### TASK
How many lines below contain the word "nodes"? Give only the number.

======== EXERCISE INPUTS ========

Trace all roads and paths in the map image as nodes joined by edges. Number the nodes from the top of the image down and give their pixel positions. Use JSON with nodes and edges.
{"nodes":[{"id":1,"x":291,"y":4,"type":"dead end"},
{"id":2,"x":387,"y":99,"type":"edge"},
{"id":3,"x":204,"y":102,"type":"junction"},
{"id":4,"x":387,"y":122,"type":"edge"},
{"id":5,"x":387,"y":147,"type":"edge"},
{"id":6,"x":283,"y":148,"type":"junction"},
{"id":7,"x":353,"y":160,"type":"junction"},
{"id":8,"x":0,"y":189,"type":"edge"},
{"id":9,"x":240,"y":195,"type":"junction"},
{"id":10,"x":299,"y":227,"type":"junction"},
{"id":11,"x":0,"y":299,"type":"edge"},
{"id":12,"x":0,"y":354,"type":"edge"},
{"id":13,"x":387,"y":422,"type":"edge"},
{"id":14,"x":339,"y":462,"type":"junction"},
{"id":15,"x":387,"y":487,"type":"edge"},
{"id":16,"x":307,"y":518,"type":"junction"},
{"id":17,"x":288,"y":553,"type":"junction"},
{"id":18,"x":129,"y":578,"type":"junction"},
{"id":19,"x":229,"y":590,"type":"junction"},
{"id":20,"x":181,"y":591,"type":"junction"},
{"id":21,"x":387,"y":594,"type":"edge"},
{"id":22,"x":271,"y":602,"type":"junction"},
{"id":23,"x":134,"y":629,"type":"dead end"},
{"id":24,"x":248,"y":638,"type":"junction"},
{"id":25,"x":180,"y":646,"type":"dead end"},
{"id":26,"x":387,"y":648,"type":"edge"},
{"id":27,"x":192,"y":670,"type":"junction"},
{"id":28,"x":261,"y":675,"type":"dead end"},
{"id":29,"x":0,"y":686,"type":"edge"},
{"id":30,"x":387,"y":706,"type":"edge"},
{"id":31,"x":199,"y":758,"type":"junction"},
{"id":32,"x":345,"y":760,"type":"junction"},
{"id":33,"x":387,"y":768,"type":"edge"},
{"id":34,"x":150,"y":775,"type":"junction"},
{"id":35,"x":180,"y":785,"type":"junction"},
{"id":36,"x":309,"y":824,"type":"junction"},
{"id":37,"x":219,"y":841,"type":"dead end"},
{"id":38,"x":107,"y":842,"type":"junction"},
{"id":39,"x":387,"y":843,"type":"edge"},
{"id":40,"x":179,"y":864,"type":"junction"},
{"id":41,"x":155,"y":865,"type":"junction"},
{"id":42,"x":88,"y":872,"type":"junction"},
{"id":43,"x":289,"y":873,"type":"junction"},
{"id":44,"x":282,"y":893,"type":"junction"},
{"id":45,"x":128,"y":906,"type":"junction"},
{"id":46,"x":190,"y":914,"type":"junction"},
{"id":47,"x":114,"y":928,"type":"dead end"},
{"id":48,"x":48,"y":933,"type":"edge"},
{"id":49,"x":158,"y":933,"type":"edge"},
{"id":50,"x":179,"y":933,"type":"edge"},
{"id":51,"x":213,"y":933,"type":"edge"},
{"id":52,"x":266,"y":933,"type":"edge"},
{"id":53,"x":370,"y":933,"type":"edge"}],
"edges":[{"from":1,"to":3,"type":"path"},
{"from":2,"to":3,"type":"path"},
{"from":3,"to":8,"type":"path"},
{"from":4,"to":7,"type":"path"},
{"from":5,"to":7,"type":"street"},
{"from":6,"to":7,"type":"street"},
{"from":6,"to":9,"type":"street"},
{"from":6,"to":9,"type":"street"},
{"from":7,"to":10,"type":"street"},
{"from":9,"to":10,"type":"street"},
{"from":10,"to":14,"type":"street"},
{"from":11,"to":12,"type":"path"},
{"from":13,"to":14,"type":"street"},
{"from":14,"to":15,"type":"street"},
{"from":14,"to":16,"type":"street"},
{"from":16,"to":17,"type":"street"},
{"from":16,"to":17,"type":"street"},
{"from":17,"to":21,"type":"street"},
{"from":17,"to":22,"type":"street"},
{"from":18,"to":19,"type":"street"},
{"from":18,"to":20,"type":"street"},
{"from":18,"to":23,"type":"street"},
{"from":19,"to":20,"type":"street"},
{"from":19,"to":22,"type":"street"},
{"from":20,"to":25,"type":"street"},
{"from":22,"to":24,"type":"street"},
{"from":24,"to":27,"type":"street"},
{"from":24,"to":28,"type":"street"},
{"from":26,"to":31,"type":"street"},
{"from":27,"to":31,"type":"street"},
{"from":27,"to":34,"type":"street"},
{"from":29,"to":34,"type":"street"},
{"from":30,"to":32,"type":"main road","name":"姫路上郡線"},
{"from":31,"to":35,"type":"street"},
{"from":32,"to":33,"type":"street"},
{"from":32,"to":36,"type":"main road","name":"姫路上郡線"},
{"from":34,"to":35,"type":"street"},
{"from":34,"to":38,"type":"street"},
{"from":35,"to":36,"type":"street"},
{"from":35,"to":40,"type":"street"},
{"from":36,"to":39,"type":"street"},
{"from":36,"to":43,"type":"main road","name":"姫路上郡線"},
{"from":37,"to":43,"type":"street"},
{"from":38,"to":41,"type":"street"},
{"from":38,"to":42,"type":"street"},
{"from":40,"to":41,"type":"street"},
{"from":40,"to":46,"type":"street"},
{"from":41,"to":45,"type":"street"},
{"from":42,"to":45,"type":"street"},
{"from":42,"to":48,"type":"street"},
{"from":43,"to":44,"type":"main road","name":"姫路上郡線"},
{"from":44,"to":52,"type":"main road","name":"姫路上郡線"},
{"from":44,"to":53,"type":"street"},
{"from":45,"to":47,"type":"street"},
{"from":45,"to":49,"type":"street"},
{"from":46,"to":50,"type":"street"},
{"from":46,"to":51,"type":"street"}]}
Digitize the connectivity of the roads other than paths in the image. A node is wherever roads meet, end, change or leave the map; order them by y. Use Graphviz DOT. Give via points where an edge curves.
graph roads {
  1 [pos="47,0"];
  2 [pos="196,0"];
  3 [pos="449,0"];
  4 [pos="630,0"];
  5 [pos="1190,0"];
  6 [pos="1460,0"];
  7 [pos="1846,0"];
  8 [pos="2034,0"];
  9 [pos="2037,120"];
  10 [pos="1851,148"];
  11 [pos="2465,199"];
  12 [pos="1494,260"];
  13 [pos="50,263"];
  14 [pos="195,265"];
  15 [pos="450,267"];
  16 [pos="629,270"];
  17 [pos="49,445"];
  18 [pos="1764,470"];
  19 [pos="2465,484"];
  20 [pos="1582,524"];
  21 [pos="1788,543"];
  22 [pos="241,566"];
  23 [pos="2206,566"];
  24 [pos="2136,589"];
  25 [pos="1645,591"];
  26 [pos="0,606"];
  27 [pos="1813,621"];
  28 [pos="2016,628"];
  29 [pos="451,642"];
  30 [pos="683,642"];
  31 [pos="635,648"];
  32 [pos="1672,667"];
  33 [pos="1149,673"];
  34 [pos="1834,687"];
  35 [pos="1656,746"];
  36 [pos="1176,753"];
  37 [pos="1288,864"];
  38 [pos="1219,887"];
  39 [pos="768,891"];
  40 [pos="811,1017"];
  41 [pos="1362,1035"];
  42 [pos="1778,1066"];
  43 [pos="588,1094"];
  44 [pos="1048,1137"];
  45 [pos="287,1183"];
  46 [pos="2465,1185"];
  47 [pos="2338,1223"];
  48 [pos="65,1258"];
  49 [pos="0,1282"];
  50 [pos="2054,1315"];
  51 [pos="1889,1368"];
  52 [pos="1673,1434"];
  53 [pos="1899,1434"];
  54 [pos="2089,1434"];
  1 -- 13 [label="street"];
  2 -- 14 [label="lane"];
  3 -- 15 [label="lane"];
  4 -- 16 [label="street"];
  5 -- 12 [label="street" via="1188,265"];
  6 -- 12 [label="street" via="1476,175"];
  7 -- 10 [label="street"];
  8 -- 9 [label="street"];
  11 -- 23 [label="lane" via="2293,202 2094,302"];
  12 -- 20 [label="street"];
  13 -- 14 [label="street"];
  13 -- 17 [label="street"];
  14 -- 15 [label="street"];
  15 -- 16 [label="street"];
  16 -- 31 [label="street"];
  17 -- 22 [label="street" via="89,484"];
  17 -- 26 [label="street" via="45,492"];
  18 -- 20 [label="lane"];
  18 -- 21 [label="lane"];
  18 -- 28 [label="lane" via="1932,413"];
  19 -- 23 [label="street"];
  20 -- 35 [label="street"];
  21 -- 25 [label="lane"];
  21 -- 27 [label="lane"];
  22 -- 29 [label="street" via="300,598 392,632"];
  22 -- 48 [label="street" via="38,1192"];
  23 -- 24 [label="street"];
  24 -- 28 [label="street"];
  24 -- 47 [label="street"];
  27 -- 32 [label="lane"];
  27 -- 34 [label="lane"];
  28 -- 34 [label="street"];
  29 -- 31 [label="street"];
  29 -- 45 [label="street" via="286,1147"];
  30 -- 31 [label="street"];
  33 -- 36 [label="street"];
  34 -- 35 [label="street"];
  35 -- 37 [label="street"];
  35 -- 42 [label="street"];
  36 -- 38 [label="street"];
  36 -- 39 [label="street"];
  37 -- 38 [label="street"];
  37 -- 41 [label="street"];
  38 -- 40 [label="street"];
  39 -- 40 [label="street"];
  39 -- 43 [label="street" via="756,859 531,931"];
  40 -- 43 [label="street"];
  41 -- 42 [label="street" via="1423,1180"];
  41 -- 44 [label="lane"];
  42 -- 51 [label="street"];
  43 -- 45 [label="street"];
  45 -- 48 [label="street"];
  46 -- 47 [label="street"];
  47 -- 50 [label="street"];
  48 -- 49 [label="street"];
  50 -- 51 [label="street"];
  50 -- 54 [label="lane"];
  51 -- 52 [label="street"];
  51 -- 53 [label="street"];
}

========

### YOUR SOLUTION
2